Als im Laufe des romantisch-nationalistischen 19. Jahrhunderts ein unabhängiger Nationalstaat entstand, erschienen langsam auch die ersten gedruckten Texte im volkstümlichen Luxemburgisch. Dabei lag die Frage nahe, ob das Luxemburgische, an der Grenze zwischen romanischen und germanischen Ländern, also zwischen Antiqua- und Frakturschriften, nun in Antiqua oder Fraktur gedruckt werden sollte. Denn trotz des in Deutschland seit Anfang des 19. Jahrhunderts schwelenden Schriftenstreits wurde das Deutsche hierzulande weitgehend fraktur gedruckt. Doch kaum einer der Erfinder der 29 luxemburgischen Orthographien, die Lucien Koenig gezählt hatte (D’Hémecht, 18.8.1945), stellte sich die Frage nach der angemessenen Schrift.
Im 19. Jahrhundert wurde das Luxemburgische nicht als eigenständige Sprache angesehen, sondern als regionale Variante, wenn nicht gar als Verballhornung des Hochdeutschen. Deshalb hätte es nahe gelegen, Luxemburgisch in „gotescher“, „däitscher“ oder „gebrache Schrëft“ zu drucken, wie die spitzen und eckigen Frakturschriften genannt wurde.
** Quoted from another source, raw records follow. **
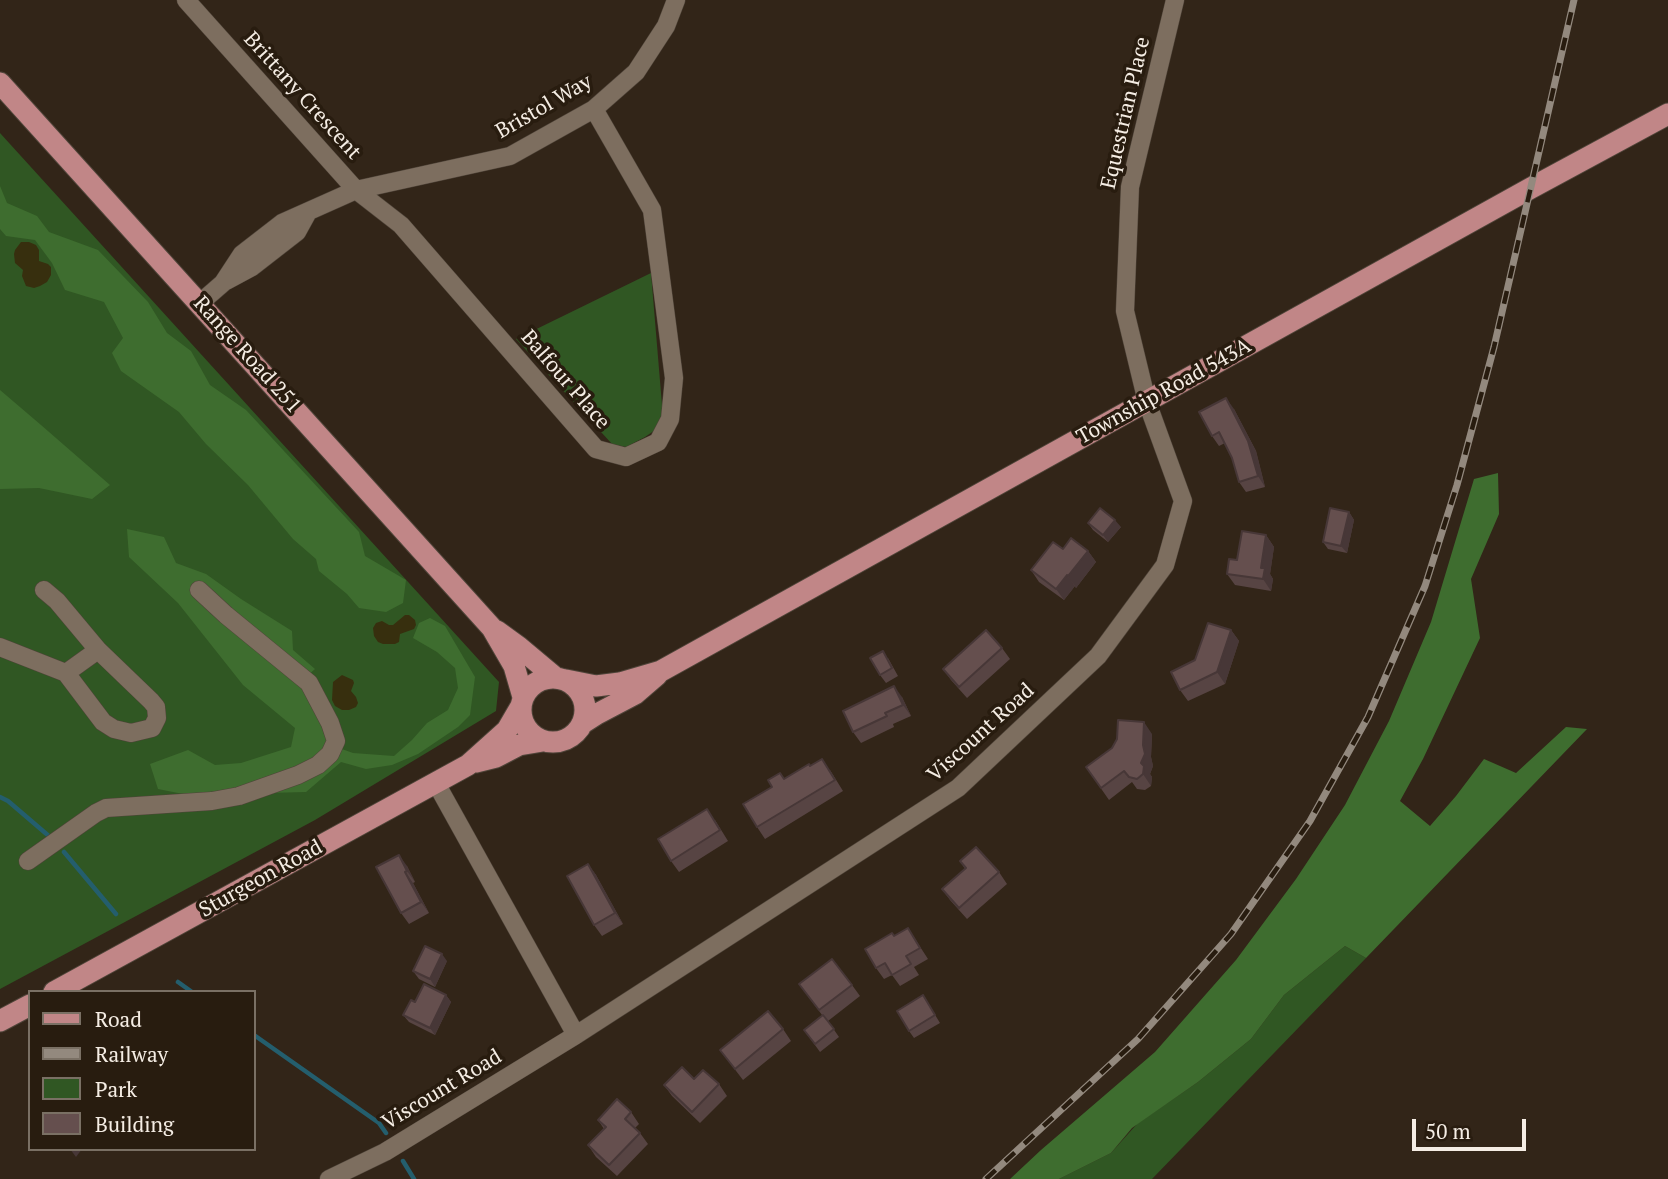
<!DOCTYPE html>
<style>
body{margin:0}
#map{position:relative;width:1668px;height:1179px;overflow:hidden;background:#322518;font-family:"PT Serif",serif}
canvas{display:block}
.legend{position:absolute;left:28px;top:990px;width:228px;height:161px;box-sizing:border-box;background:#281c0f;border:2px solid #7a7064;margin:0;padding:9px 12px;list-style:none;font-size:21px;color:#f5ede4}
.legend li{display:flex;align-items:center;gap:14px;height:35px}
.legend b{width:35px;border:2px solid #7a7064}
.scale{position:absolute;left:1412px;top:1119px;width:114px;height:32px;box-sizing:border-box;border:4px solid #f5ede4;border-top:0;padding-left:9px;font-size:21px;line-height:24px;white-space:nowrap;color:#f5ede4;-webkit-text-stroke:5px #281c0f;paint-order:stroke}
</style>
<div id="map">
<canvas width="1668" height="1179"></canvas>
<ul class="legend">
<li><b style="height:9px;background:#c18687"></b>Road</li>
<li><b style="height:9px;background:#93897e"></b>Railway</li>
<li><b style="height:19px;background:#305723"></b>Park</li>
<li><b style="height:19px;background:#654f4e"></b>Building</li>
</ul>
<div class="scale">50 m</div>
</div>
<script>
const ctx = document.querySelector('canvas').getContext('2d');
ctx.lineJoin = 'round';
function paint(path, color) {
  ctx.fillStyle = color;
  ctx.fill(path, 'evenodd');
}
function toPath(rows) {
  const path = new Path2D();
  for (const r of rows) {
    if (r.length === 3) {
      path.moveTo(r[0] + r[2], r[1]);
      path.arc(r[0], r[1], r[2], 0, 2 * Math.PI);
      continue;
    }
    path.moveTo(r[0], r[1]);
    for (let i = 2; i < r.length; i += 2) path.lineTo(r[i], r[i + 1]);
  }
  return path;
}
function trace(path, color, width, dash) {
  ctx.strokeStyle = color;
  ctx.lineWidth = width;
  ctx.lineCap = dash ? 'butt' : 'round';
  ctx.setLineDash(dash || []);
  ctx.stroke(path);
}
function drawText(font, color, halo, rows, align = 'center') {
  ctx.font = font + ' "PT Serif",serif';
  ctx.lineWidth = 7;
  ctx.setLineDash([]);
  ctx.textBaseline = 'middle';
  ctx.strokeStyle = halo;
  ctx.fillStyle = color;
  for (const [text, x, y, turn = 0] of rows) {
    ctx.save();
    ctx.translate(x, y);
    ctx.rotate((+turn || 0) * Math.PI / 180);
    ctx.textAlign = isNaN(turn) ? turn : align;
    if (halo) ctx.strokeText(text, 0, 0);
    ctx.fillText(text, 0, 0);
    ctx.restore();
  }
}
const green = toPath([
 [0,133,499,682,496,711,315,820,0,989],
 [651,273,663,417,658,428,645,437,626,447,612,444,516,339],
 [1345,946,1366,958,1152,1179,1059,1179,1111,1153,1137,1124,1198,1082,1251,1039,1284,995]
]);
const forest = toPath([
 [0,186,7,203,37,216,49,232,98,250,148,302,167,333,191,351,210,385,246,410,359,532,365,556,406,580,403,603,386,612,359,608,347,594,319,571,316,559,293,539,248,485,206,444,179,412,121,371,112,353,123,338,104,302,65,290,52,263,35,240,6,236,0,229],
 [0,390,41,425,110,485,92,499,39,488,0,489],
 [1498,473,1499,514,1471,579,1480,638,1423,759,1400,801,1430,826,1456,796,1484,759,1516,773,1566,727,1587,729,1366,958,1345,946,1284,995,1251,1039,1198,1082,1132,1128,1111,1153,1059,1179,1010,1179,1041,1150,1155,1052,1236,960,1296,879,1345,805,1389,721,1431,622,1474,479],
 [127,529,164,537,176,563,206,574,241,599,292,631,293,650,315,669,299,683,314,701,324,734,339,748,353,753,394,756,412,740,427,723,448,710,458,688,455,668,437,652,413,638,419,623,430,618,445,626,475,677,470,715,458,727,418,754,392,765,366,769,341,762,306,792,188,795,158,789,150,764,188,750,215,765,241,763,291,747,295,728,243,685,178,603,129,557]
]);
const sand = toPath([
 [21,242,29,242,36,245,39,250,39,261,48,264,51,267,51,275,47,282,40,286,34,288,26,286,22,276,23,270,15,263,14,254,15,250],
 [405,615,409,615,415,620,416,625,414,629,400,634,399,642,395,644,383,644,378,642,374,636,373,628,376,623,382,621,389,625,393,625],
 [342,675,353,680,354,683,351,691,356,697,358,703,356,707,349,710,342,710,335,706,332,700,333,682]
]);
const stream = toPath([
 [0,797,8,801,50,837],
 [64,852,116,914],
 [178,982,192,992],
 [254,1035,379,1123,386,1133],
 [403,1161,414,1179]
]);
const minor = toPath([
 [186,0,356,190,401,225,596,449,626,457,658,442,670,419,674,378,652,210,594,109],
 [226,281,252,267,297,232,308,212],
 [200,303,223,283,242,254,282,223,356,190,510,156,594,109,636,72,666,26,676,0],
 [0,647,66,673,103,722,114,729,131,733,152,728,157,718,156,707,151,701,98,650,57,601,44,590],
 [66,673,98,650],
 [436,783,576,1035],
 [28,861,96,813,106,808,212,801,239,796,298,775,318,765,330,754,336,741,330,723,309,683,226,615,199,590],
 [329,1179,385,1152,576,1035,958,788,1098,656,1165,565,1183,501,1147,402,1125,311,1130,187,1175,0]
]);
const major = toPath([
 [0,83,492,628,514,666,523,697],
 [497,631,519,647,556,678],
 [553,710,32],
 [566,680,596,686,620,683,661,671,1531,188,1668,114],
 [583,723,597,714,635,694,657,675],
 [476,762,496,757,519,745,543,741],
 [54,992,468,765,507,730,521,706],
 [0,1021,30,1005]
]);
const rail = toPath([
 [986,1179,1138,1039,1231,934,1310,821,1368,717,1425,586,1457,485,1494,347,1574,0]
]);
const wall = toPath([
 [1234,409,1256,451,1265,487,1246,492,1239,482,1232,458,1225,443,1219,446,1212,436],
 [1349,512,1354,520,1347,553,1328,549,1323,542],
 [1088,523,1121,527,1108,542,1093,530],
 [1266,535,1274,547,1270,574,1273,579,1271,591,1235,585,1227,574,1237,560],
 [1063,549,1088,551,1096,562,1076,588,1075,586,1064,600,1039,582,1031,570],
 [1231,630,1239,641,1225,684,1188,701,1180,690,1195,660],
 [1002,648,1010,659,967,698,951,680,943,669],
 [888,658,898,676,886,683,880,675],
 [902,697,911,716,893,724,894,727,861,743,853,732],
 [1152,734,1151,757,1153,766,1150,774,1152,777,1151,786,1145,790,1137,789,1132,782,1109,800,1086,767],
 [810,766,830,770,843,791,765,839,757,827,784,779],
 [715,820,728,841,679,872,671,861],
 [960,861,999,872,1007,884,967,919,950,900,942,889,965,869],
 [588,864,596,875,623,924,602,936,594,925],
 [407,866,415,882,413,883,429,913,409,924,401,913,376,867],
 [908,928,928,959,914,967,919,975,900,986,892,975,884,979,876,968,894,936],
 [447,961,435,987,419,979,413,971],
 [799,984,852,985,860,996,828,1021,839,1037,820,1052,804,1030,822,1015],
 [446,995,451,1002,435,1035,409,1022,403,1015,415,1002],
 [923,995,940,1023,914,1038,909,1031],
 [783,1029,791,1041,743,1080,720,1050],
 [694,1079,719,1084,727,1096,700,1123,672,1096,664,1085],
 [631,1112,639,1124,635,1128,640,1133,648,1144,617,1176,596,1157,588,1145,604,1129,598,1120]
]);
const shadedWall = toPath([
 [1226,398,1234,409,1256,451,1265,487,1258,476],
 [1349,512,1354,520,1347,553,1341,546],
 [1115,520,1121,527,1108,542,1103,535],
 [1266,535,1274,547,1270,574,1273,579,1271,591,1263,579,1261,568],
 [1088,551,1096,562,1076,588,1068,576],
 [1067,575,1075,586,1064,600,1056,589],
 [1231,630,1239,641,1225,684,1217,672],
 [894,686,902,697,911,716,903,705],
 [1144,722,1152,734,1151,757,1153,766,1150,774,1152,777,1151,786,1143,774,1141,763],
 [399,855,407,866,415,882,407,871],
 [588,864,596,875,623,924,615,913],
 [405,872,413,883,429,913,421,902],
 [442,954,447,961,435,987,430,979],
 [446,995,451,1002,435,1035,430,1028],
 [70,1149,82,1149,76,1157]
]);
const building = toPath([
 [1226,398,1248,441,1258,476,1239,482,1232,458,1219,432,1212,436,1199,412,1226,398],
 [1100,508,1115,520,1103,535,1088,523,1100,508],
 [1330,508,1349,512,1341,546,1323,542,1330,508],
 [1242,531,1266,535,1261,568,1265,568,1263,579,1227,574,1229,559,1237,560,1242,531],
 [1071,538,1088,551,1068,576,1067,575,1056,589,1031,570,1053,542,1063,549,1071,538],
 [1208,623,1231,630,1217,672,1180,690,1171,672,1195,660,1208,623],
 [986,630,1002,648,959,687,943,669,986,630],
 [883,651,892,668,880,675,870,658,883,651],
 [894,686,903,705,885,713,887,716,853,732,843,711,894,686],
 [1118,720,1144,722,1143,745,1145,754,1141,763,1144,766,1143,774,1137,779,1129,777,1124,771,1101,788,1086,767,1112,748,1117,739,1118,720],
 [822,759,835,780,757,827,743,804,772,787,768,780,780,773,784,779,809,764,810,766,822,759],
 [707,809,720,830,671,861,658,839,707,809],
 [976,847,999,872,959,908,942,889,966,868,960,861,976,847],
 [399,855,407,871,405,872,421,902,401,913,376,867,399,855],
 [588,864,615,913,594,925,567,876,588,864],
 [908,928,920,948,906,956,911,964,892,975,885,963,876,968,865,949,892,933,894,936,908,928],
 [425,946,442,954,430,979,413,971,425,946],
 [832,959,852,985,819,1010,799,984,832,959],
 [424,984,446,995,430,1028,403,1015,411,1000,415,1002,424,984],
 [923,995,935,1015,909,1031,897,1011,923,995],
 [768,1011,783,1029,735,1069,720,1050,768,1011],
 [823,1015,834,1029,815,1044,804,1030,823,1015],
 [682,1067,694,1079,703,1070,719,1084,692,1112,664,1085,682,1067],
 [617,1099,631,1112,625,1119,640,1133,609,1165,588,1145,606,1127,598,1120,617,1099]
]);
const streetNames = [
 ["Brittany Crescent",302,96,48],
 ["Bristol Way",544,107,-30],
 ["Equestrian Place",1126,113,-77],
 ["Range Road 251",247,355,48],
 ["Balfour Place",565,380,49],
 ["Township Road 543A",1164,392,-29],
 ["Viscount Road",981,733,-42],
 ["Sturgeon Road",261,879,-29],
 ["Viscount Road",442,1090,-31]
];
paint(green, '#305723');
paint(forest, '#3e6d2f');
paint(sand, '#372f0e');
trace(stream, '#245e6d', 4.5);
trace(minor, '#4f4439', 19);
trace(major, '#4f4439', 23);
trace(minor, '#7d6e5f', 18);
trace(major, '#c18687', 21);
trace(rail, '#93897e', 7);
trace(rail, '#281c0f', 4.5, [13]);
paint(wall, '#574443');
paint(shadedWall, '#473737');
paint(building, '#654f4e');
trace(building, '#473737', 2);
drawText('21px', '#f5ede4', '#281c0f', streetNames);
</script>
Schließlich übernahmen fast sämtliche Orthographen auch die generelle Großschreibung der Substantive aus dem Hochdeutschen, die es seit dem Barock in keiner anderen Schrift gibt.
Die ersten gedruckten Spuren des Luxemburgischen tauchen in der hauptstädtischen Zeitung Luxemburger Wochenblatt auf, am 14. April 1821 in einem „Gespräche über das Luxemburger Wochenblatt“ überschriebenen fiktiven Dialog zur Eigenwerbung. Der kurze Text spiegelt die Sprachensituation im Land wider, da darin luxemburgisch, deutsch und französisch geredet wird, wobei die luxemburgischen und deutschen Sätze in Fraktur und die französischen in Antiqua gedruckt sind. Gebrauchen luxemburgisch sprechende Personen französische Ausdrücke – „Mais compère, wad ass daat? – D’as d’neu gazette.“ – so wechselt die Schriftgruppe im Satz von einem Wort zum anderen. Auch ein luxemburgischer Leserbrief am 8. Mai 1824 in derselben Zeitung ist in Fraktur gesetzt. Doch ein Gedicht „Mancherlei. Les derniers Voeux d’un Ivrogne. (En patois de Luxembourg.)“ am 10. Dezember 1825 ist in Antiqua gedruckt.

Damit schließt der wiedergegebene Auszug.